Lewis busca entender a origem dos motivos que levam os radicais islâmicos a querer restaurar o califado, a matar os infiéis e apostatas. Vai além disso, ele revela que há motivos para as ações dos extremistas pelo menos do ponto de vista deles.

Diante dos horrores que nos apresentam diariamente sobre o mundo islâmico e a sua jihad, esta é a oportunidade de conhecer e entender os porquês destes conflitos milenares entre o ocidente e o oriente-médio.

No primeiro capítulo – Definindo o Islã, Lewis analisa a formação da religião islâmica no século VII, sua relação com o cristianismo, e as definições das leis que vão conduzir o povo árabe pelas mãos do profeta Maomé ao paraíso de Alah. Missão que Maomé cumpriu a risca.

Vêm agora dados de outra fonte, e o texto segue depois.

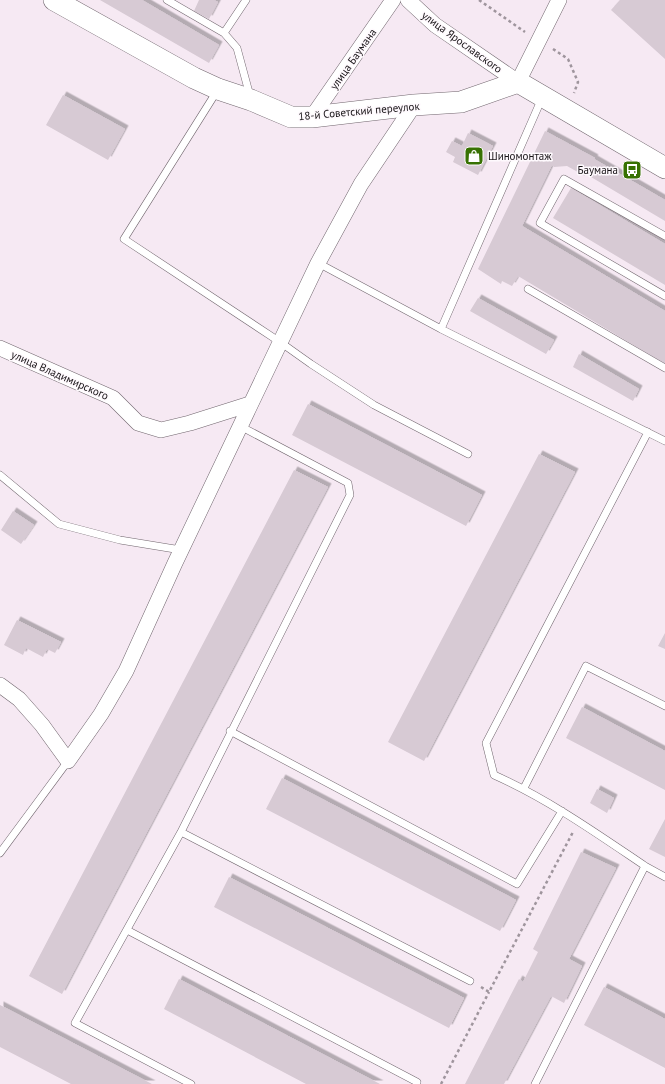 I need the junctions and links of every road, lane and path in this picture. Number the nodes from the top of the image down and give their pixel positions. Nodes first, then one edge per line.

“Quando morreu, em 632 d.C., sua missão espiritual e profética de trazer a palavra de Deus para a humanidade havia sido completada. ”

Fica evidente que há uma grande diferença na visão dos ocidentais sobre o que é o islamismo. É preciso entender os aspectos religiosos e políticos de um povo cujo os aspectos históricos estão tão enraizados a sua existência. Lewis reflete:

“Para os muçulmanos, o Alcorão é o único livro, revelado em um tempo determinado por um único homem, o profeta Maomé. Após intenso debate nos primeiros séculos do islã, foi adotado a doutrina que o Alcorão é, ele mesmo, incriado e eterno, divino e imutável. Isso se tornou um princípio central da fé.”

[…]Cristo foi crucificado, Moisés morreu sem entrar na terra prometida, e as crenças e condutas de seus seguidores religiosos ainda são profundamente influenciados pela memória desses fatos. Maomé triunfou em vida e morreu soberano e conquistador. ”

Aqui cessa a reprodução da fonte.